§ **Data for the task**:

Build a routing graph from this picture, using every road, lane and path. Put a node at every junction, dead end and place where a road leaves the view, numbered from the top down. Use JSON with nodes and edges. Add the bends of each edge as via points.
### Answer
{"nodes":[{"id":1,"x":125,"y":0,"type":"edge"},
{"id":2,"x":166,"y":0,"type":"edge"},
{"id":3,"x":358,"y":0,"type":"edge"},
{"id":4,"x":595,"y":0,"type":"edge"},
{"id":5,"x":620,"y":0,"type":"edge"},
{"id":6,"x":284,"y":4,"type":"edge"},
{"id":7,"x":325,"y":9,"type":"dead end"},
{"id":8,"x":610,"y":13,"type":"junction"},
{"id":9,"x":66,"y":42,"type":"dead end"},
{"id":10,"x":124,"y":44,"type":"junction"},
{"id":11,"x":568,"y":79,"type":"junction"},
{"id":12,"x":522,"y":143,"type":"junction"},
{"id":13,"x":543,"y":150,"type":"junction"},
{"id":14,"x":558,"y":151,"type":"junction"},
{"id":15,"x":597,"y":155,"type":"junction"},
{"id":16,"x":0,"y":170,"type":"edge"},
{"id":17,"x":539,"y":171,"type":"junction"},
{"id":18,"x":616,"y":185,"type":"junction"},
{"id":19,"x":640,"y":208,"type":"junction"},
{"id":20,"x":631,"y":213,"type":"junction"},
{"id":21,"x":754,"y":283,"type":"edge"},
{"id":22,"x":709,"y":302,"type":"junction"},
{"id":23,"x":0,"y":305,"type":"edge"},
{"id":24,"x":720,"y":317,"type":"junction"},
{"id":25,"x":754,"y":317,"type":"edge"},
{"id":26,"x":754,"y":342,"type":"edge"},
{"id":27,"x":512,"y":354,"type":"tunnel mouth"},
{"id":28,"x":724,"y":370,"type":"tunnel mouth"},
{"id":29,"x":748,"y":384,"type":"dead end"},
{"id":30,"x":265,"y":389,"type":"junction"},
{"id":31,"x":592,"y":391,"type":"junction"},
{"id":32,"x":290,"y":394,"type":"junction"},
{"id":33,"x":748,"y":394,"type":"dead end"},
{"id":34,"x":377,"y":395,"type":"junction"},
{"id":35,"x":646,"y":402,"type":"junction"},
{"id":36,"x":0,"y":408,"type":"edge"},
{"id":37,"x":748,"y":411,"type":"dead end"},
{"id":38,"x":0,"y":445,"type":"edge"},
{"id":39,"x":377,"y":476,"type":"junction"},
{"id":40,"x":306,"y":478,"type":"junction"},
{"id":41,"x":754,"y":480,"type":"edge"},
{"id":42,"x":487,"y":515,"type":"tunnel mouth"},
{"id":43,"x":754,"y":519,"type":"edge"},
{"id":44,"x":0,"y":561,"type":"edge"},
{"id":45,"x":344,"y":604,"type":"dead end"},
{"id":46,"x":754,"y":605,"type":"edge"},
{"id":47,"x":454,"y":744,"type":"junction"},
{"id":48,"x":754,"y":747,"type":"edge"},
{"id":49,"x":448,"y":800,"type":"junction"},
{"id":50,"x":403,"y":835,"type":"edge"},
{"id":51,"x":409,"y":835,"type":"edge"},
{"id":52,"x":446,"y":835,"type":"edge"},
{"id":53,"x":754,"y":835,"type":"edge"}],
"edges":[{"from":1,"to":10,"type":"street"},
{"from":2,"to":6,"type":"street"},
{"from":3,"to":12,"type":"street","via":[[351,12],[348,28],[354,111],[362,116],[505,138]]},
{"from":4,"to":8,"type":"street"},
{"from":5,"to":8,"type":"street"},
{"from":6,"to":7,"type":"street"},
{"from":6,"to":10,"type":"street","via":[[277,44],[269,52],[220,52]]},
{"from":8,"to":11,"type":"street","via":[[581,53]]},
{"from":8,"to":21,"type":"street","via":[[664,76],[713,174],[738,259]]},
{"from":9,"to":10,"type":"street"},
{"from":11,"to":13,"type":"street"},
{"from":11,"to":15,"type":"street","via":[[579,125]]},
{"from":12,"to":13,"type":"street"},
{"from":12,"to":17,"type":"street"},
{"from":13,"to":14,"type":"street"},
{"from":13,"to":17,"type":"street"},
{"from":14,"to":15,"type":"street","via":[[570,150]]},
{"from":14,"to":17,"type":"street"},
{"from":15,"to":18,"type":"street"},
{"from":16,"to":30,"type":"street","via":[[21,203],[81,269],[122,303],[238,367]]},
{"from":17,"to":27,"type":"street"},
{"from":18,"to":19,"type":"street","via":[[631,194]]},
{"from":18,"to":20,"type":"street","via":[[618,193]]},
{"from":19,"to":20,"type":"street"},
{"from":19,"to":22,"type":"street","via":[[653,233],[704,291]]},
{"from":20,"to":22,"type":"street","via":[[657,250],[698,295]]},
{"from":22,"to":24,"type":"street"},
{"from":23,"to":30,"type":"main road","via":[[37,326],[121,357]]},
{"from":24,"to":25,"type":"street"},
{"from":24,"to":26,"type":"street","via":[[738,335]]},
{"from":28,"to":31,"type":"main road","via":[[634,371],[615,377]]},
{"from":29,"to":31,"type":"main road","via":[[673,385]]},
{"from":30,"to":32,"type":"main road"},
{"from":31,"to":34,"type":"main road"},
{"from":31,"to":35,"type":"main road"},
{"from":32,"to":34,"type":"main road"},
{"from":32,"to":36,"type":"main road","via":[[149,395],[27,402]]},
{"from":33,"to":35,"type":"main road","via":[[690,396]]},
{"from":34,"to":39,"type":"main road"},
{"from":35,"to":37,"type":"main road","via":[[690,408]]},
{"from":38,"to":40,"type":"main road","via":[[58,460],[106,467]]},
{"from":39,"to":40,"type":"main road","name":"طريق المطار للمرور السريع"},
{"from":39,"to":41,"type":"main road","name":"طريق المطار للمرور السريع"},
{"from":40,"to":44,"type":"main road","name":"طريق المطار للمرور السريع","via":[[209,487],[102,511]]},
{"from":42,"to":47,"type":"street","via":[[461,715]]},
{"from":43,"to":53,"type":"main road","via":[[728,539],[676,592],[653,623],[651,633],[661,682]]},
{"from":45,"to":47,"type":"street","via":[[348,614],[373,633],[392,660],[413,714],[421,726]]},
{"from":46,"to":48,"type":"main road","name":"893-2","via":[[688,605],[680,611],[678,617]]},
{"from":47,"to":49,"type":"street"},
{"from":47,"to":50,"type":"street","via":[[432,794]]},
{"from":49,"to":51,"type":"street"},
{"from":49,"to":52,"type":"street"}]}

§ **Task details**:
Within the records above, count the lines that contain "name" and give the number with nothing added.

§ **Expected answer**:
4